The watery depths cover more than two-thirds of the planet’s surface and drive the Earth’s climate, but for the most part have been largely ignored compared to the continents, atmosphere and even parts of the solar system.
“Despite efforts over the past 25 years, 95 percent of the oceans remain unknown and unexplored,” said Marcia McNutt, president of the American Geophysical Union and of the Monterey Bay Aquarium Research Institute.
McNutt was chairwoman of the Ocean Exploration Panel, which recently finished a report calling for a new era of ocean exploration. The panel of ocean explorers, scientists and educators was formed last summer at the request of President Clinton.
The group’s proposal, which was discussed at the AGU’s fall meeting Friday, calls for an approach involving both the physical and social sciences. Current research is too driven by specific theories; the new program will be powered by the spirit of discovery, panelists said.
“We tend to focus on a particular scientific problem, at a particular place and at a particular time,” said John Orcutt, professor at the Scripps Institute of Oceanography.
“What we’re asking is to return to the idea of exploring this one last huge remaining part of our planet. It is a major departure that we’re asking for.”
At the center of the proposal would be a voyage of discovery circumnavigating the globe. It would start in Maine, sail down the East Coast and points south, circle Antarctica, head north through the Indian and Pacific oceans, and finish with a trip under the Arctic polar cap.
Before that happens – at a still undisclosed time – researchers hope to develop the best plan of attack by developing new tools and maps and setting up oceanic observatories. They also must somehow acquire all the equipment for the voyage.
All the data from the project would be made instantly available to researchers and others via satellite links.

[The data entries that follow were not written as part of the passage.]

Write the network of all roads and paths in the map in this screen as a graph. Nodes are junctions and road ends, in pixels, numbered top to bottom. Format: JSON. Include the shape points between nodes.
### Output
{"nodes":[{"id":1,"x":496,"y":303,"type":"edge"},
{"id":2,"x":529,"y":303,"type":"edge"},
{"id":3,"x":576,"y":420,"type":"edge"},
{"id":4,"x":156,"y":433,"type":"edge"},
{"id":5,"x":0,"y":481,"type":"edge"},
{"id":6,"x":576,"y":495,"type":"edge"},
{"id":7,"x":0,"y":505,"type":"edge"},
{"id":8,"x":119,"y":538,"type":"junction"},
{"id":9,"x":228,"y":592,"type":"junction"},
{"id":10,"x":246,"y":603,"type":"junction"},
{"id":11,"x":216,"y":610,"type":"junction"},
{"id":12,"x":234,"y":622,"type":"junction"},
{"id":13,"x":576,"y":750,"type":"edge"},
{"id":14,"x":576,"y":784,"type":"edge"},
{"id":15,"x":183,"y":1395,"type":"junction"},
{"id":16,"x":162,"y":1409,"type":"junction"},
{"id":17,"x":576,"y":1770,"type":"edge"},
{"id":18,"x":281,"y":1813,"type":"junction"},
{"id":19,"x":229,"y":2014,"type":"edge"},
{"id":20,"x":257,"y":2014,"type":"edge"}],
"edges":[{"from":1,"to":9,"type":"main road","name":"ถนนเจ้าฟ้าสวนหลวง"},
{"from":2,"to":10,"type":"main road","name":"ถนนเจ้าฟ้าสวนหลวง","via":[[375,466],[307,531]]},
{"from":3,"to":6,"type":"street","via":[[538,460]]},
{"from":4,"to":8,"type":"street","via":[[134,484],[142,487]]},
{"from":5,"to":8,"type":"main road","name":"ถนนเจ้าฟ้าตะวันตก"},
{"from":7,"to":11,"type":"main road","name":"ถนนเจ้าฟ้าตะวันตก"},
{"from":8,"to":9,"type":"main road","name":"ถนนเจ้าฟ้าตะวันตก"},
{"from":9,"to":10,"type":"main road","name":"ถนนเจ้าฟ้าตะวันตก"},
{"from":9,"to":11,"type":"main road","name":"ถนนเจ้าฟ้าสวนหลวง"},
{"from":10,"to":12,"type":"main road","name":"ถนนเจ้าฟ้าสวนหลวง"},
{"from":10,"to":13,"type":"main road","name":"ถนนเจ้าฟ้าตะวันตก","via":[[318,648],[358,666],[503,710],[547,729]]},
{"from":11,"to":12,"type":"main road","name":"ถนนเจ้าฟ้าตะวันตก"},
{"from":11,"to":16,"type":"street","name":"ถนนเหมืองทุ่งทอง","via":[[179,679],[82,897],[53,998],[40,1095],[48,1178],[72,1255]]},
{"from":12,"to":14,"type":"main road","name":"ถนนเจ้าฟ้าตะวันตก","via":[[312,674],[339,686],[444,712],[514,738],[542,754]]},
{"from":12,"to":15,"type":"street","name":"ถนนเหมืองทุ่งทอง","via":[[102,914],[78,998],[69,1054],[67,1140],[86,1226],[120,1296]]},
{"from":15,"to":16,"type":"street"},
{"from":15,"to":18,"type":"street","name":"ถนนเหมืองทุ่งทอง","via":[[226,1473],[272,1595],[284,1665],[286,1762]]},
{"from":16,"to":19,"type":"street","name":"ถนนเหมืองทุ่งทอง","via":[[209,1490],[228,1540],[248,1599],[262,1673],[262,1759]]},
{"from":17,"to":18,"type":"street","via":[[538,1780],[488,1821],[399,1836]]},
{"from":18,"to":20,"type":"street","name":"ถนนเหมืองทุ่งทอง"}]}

“This is the first national report written by any nation that lays out the strategy for ocean exploration,” said D. James Baker, administrator of the National Oceanic and Atmospheric Administration.
The panel, which earlier this month presented its report to Clinton, recommended $75 million each year for 10 years. NOAA, taking the lead so far, is asking for half that amount starting in its fiscal year 2002 budget request.
Other federal agencies – such as the National Science Foundation, the National Aeronautics and Space Administration and the Navy – could provide the rest of the money, panelists said.
“This kind of program doesn’t work unless there are funds behind it,” Baker said.